The panel stuck closely to its remit and resisted straying into discussion of the benefits and harms of statins. But it made three important contributions to this wider debate. Firstly, it confirmed that the debate on statins is legitimate and should not be shut down. Secondly, it asked that the debate be conducted primarily in medical journals rather than in the lay media. And thirdly, it called for the anonymised individual patient data from the clinical trials of statins to be made available for independent scrutiny.

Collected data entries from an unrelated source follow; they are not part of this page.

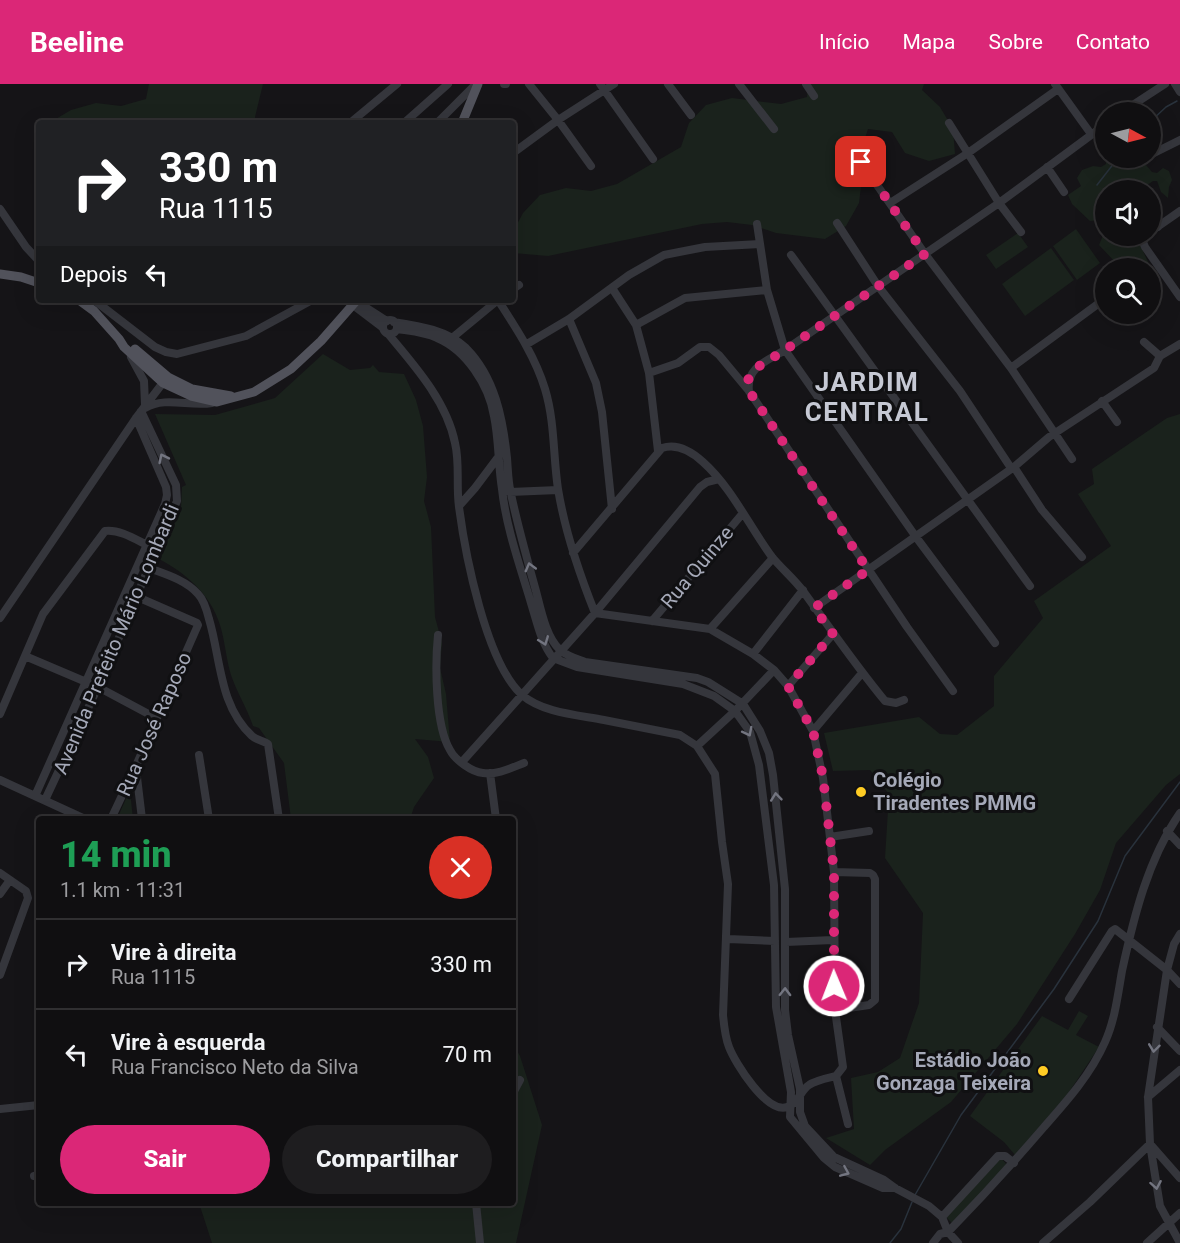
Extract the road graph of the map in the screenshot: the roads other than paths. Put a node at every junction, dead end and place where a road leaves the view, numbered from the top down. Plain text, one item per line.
1 (397, 84) edge
2 (448, 84) edge
3 (477, 84) edge
4 (530, 84) edge
5 (614, 84) edge
6 (668, 84) edge
7 (740, 84) edge
8 (806, 84) edge
9 (1165, 84) edge
10 (1175, 84) edge
11 (1057, 86) edge
12 (602, 87) edge
13 (1180, 92) edge
14 (814, 96) dead end
15 (1137, 102) edge
16 (691, 115) dead end
17 (354, 120) edge
18 (407, 120) edge
19 (440, 120) edge
20 (463, 120) edge
21 (558, 120) junction
22 (949, 123) dead end
23 (774, 129) dead end
24 (1095, 131) edge
25 (1091, 134) junction
26 (1180, 140) edge
27 (1161, 150) edge
28 (516, 151) edge
29 (968, 153) junction
30 (653, 159) dead end
31 (861, 162) dead end
32 (591, 166) dead end
33 (1047, 167) junction
34 (1064, 192) dead end
35 (890, 203) junction
36 (999, 203) junction
37 (0, 209) edge
38 (1180, 211) edge
39 (837, 223) dead end
40 (757, 224) dead end
41 (1161, 225) edge
42 (1021, 232) dead end
43 (760, 244) junction
44 (1144, 246) edge
45 (925, 254) junction
46 (791, 255) dead end
47 (36, 258) edge
48 (0, 274) edge
49 (36, 282) edge
50 (878, 286) junction
51 (612, 288) junction
52 (767, 290) junction
53 (1180, 297) edge
54 (83, 303) edge
55 (98, 303) edge
56 (306, 303) edge
57 (355, 303) edge
58 (357, 303) edge
59 (494, 303) edge
60 (500, 303) edge
61 (1095, 306) edge
62 (834, 316) junction
63 (569, 319) junction
64 (390, 325) junction
65 (636, 325) junction
66 (452, 338) junction
67 (1144, 342) dead end
68 (122, 343) junction
69 (526, 344) junction
70 (1180, 344) edge
71 (785, 350) junction
72 (1160, 356) junction
73 (1011, 368) junction
74 (649, 373) junction
75 (165, 380) junction
76 (144, 381) junction
77 (749, 391) junction
78 (154, 393) junction
79 (236, 397) junction
80 (164, 401) junction
81 (1102, 401) junction
82 (217, 402) junction
83 (142, 410) junction
84 (136, 418) junction
85 (1117, 422) dead end
86 (1055, 433) junction
87 (658, 451) junction
88 (499, 456) junction
89 (1071, 459) dead end
90 (1012, 467) junction
91 (719, 479) junction
92 (176, 485) junction
93 (166, 487) junction
94 (558, 490) junction
95 (510, 492) junction
96 (967, 499) junction
97 (459, 506) junction
98 (612, 508) junction
99 (743, 513) junction
100 (916, 537) junction
101 (147, 544) junction
102 (573, 553) junction
103 (1082, 557) dead end
104 (773, 558) junction
105 (149, 568) junction
106 (868, 570) junction
107 (1030, 586) dead end
108 (803, 590) junction
109 (126, 592) junction
110 (137, 596) junction
111 (814, 608) junction
112 (207, 612) junction
113 (595, 613) junction
114 (1, 617) edge
115 (652, 621) junction
116 (197, 625) junction
117 (710, 629) junction
118 (833, 634) junction
119 (438, 635) dead end
120 (995, 643) dead end
121 (560, 650) junction
122 (753, 654) junction
123 (25, 656) junction
124 (553, 658) junction
125 (774, 670) junction
126 (862, 673) junction
127 (86, 682) junction
128 (788, 686) junction
129 (98, 687) junction
130 (953, 691) dead end
131 (522, 695) junction
132 (904, 700) dead end
133 (742, 704) junction
134 (735, 711) junction
135 (0, 714) edge
136 (156, 718) junction
137 (813, 731) junction
138 (697, 746) junction
139 (199, 755) dead end
140 (462, 762) junction
141 (524, 763) dead end
142 (135, 768) junction
143 (490, 773) junction
144 (0, 780) edge
145 (35, 796) junction
146 (45, 800) junction
147 (1180, 813) edge
148 (72, 816) edge
149 (112, 816) edge
150 (142, 816) edge
151 (209, 816) edge
152 (279, 816) edge
153 (496, 816) edge
154 (869, 831) dead end
155 (1167, 831) junction
156 (830, 837) junction
157 (1180, 845) edge
158 (834, 872) junction
159 (0, 873) edge
160 (10, 880) junction
161 (0, 894) edge
162 (1180, 934) edge
163 (728, 939) junction
164 (1129, 939) junction
165 (833, 940) junction
166 (775, 941) junction
167 (786, 942) junction
168 (1167, 970) junction
169 (0, 975) edge
170 (1180, 984) edge
171 (1069, 999) dead end
172 (835, 1010) junction
173 (1157, 1027) junction
174 (1180, 1051) edge
175 (1180, 1070) edge
176 (836, 1076) junction
177 (520, 1080) dead end
178 (516, 1087) edge
179 (1148, 1097) junction
180 (800, 1099) junction
181 (36, 1105) edge
182 (791, 1105) junction
183 (0, 1110) edge
184 (848, 1124) dead end
185 (1150, 1144) junction
186 (1014, 1163) junction
187 (1180, 1178) edge
188 (895, 1188) junction
189 (476, 1206) edge
190 (1180, 1213) edge
191 (942, 1217) junction
192 (1169, 1224) junction
193 (948, 1232) junction
194 (480, 1243) edge
195 (933, 1243) edge
196 (958, 1243) edge
197 (1043, 1243) edge
198 (1147, 1243) edge
199 (1180, 1243) edge

1 - 17 street
2 - 18 street
3 - 19 street
3 - 20 main road
4 - 21 street
5 - 12 street
6 - 16 street
7 - 23 street
8 - 14 street
9 - 15 street
10 - 13 street
11 - 25 street
11 - 29 street
12 - 21 street
12 - 30 street
21 - 28 street
21 - 32 street
22 - 29 street
24 - 25 street
25 - 33 street
26 - 27 street
29 - 35 street
29 - 36 street
31 - 35 street
33 - 34 street
33 - 36 street
35 - 45 street
36 - 42 street
36 - 45 street
37 - 47 street
38 - 41 street
39 - 50 street
40 - 43 street
43 - 51 street
43 - 52 street
44 - 53 street
45 - 50 street
45 - 73 street
46 - 62 street
48 - 49 main road
50 - 62 street
50 - 90 street
51 - 63 street
51 - 65 street
52 - 65 street
52 - 71 street
54 - 68 main road
55 - 56 street
57 - 79 main road
58 - 64 street
59 - 66 street
60 - 69 street
61 - 73 street
62 - 71 street
62 - 96 street
63 - 69 street
63 - 98 street
64 - 66 street
64 - 88 street
64 - 97 street
65 - 74 street
66 - 95 street
67 - 72 street
68 - 75 main road
68 - 76 street
69 - 94 street
70 - 72 street
71 - 77 street
71 - 100 street
72 - 81 street
73 - 86 street
74 - 77 street
74 - 87 street
75 - 78 street
75 - 79 main road
75 - 82 main road
76 - 78 street
76 - 83 street
77 - 106 street
78 - 80 street
78 - 83 street
79 - 82 main road
80 - 82 street
80 - 83 street
81 - 85 street
81 - 86 street
83 - 84 street
92 -> 83 street, Avenida Prefeito Mário Lombardi
84 - 93 street, Avenida Prefeito Mário Lombardi
84 - 114 street
86 - 89 street
86 - 90 street
87 - 91 street
87 - 98 street
88 - 97 street
88 -> 124 street
90 - 96 street
90 - 103 street
91 - 99 street
91 - 113 street
92 - 93 street
92 - 105 street, Avenida Prefeito Mário Lombardi
93 - 101 street, Avenida Prefeito Mário Lombardi
94 - 95 street
94 - 102 street
121 -> 95 street
96 - 100 street
96 - 107 street
97 - 131 street
98 - 102 street
99 - 104 street
99 - 115 street, Rua Quinze
100 - 106 street
100 - 120 street
101 - 109 street, Avenida Prefeito Mário Lombardi
101 - 123 street
102 - 113 street
104 - 108 street
104 - 117 street
105 - 110 street, Avenida Prefeito Mário Lombardi
105 - 112 street
106 - 111 street
106 - 130 street
108 - 111 street
108 - 122 street
109 - 110 street
109 - 127 street, Avenida Prefeito Mário Lombardi
110 - 116 street
110 - 129 street, Avenida Prefeito Mário Lombardi
111 - 118 street
112 - 116 street, Rua José Raposo
112 - 152 street
113 - 115 street
113 - 121 street
115 - 117 street
116 - 136 street, Rua José Raposo
117 - 122 street
118 - 126 street
118 - 128 street
119 - 140 street
121 - 124 street
121 - 133 street
122 - 125 street
123 - 127 street
123 - 135 street
124 - 131 street
124 - 134 street
125 - 128 street
125 - 133 street
126 - 132 street
126 - 137 street
127 - 129 street
127 - 145 street, Avenida Prefeito Mário Lombardi
128 - 137 street
129 - 136 street
129 - 146 street, Avenida Prefeito Mário Lombardi
131 - 138 street
131 - 140 street
133 - 134 street
167 -> 133 street
134 - 138 street
134 -> 166 street
136 - 142 street, Rua José Raposo
137 - 156 street
138 - 163 street
139 - 151 street
140 - 143 street
141 - 143 street
142 - 149 street, Rua José Raposo
142 - 150 street
143 - 153 street
144 - 145 street
145 - 146 street
146 - 148 street
147 - 155 street
154 - 156 street
155 - 157 street
155 - 164 street
156 - 158 street
158 - 165 street
158 - 172 street
159 - 160 street
160 - 161 street
160 - 169 street
162 - 168 street
163 - 166 street
163 - 182 street
164 - 168 street
164 - 171 street
164 - 186 street
165 - 167 street
165 - 172 street
166 - 182 street
180 -> 167 street
168 - 170 street
168 - 173 street
172 - 176 street
173 - 174 street
173 -> 179 street
175 - 179 street
176 - 180 street
176 - 184 street
177 - 178 street
179 - 185 street
180 - 182 street
180 - 188 street
181 - 183 street
182 -> 188 street
185 - 187 street
185 -> 192 street
185 - 197 street
186 - 191 street
186 - 193 street
188 - 191 street
189 - 194 street
190 - 192 street
191 - 193 street
192 - 198 street
192 - 199 street
193 - 195 street
193 - 196 street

This last is a key point. Currently only the drug companies, the trialists, and the Cholesterol Treatment Trialists (CTT) collaboration in Oxford have access to individual patient data from the statin trials. As I understand it, even CTT does not have the data on adverse events, which were specifically excluded when the collaboration was established. Nor does CTT have the right to share data with third parties. The Cochrane review group did not have access to the individual patient data. It based its analysis on the published information, including the published CTT analysis.8

This is not acceptable. As highlighted by the AllTrials campaign (alltrials.net), such debates will not be satisfactorily resolved in the public interest unless legitimate third parties are given access to the clinical study reports and the anonymised patient level data. At the very least this will allow greater understanding of the data’s limitations. As a first next step towards this goal, I have written to the principal investigators of all the relevant clinical trials, asking them to make the data available or to explain why they will not. My letters and any replies I receive will be published at thebmj.com/statins.

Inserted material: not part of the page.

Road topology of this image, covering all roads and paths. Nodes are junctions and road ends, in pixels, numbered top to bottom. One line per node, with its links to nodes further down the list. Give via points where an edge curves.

For this approach to succeed, however, there needs to be a trusted group of people who can receive and analyse the data. There are at least three possible candidates: John Abramson and colleagues, who authored the main article in The BMJ,1 though they will be considered by their critics to be too partisan; Rory Collins and his colleagues within the CTT, although they too may be considered by their critics to be insufficiently independent; and the Cochrane Collaboration, which had a key role in obtaining and analysing the industry clinical trial data in the case of oseltamivir (Tamiflu) (see thebmj.com/tamiflu). I have written to Collins to ask him whether he has now requested the data on adverse events and serious adverse events from the statins trialists and whether he will now call for these and all other data to be made publicly available. I have also written to the Cochrane statins review group to ask whether they would be willing to take on the central role in the next phase of this saga. Other candidates may also emerge.

As always, we welcome your comments on the report, on the wider debate on statins, and on these next steps towards greater transparency.

Notes

Cite this as: BMJ 2014;349:g5038

Footnotes

  • Competing interests: I convened the independent review panel and drafted its terms of reference. I am responsible for everything in The BMJ.

  • Provenance and peer review: Not commissioned; not externally peer reviewed.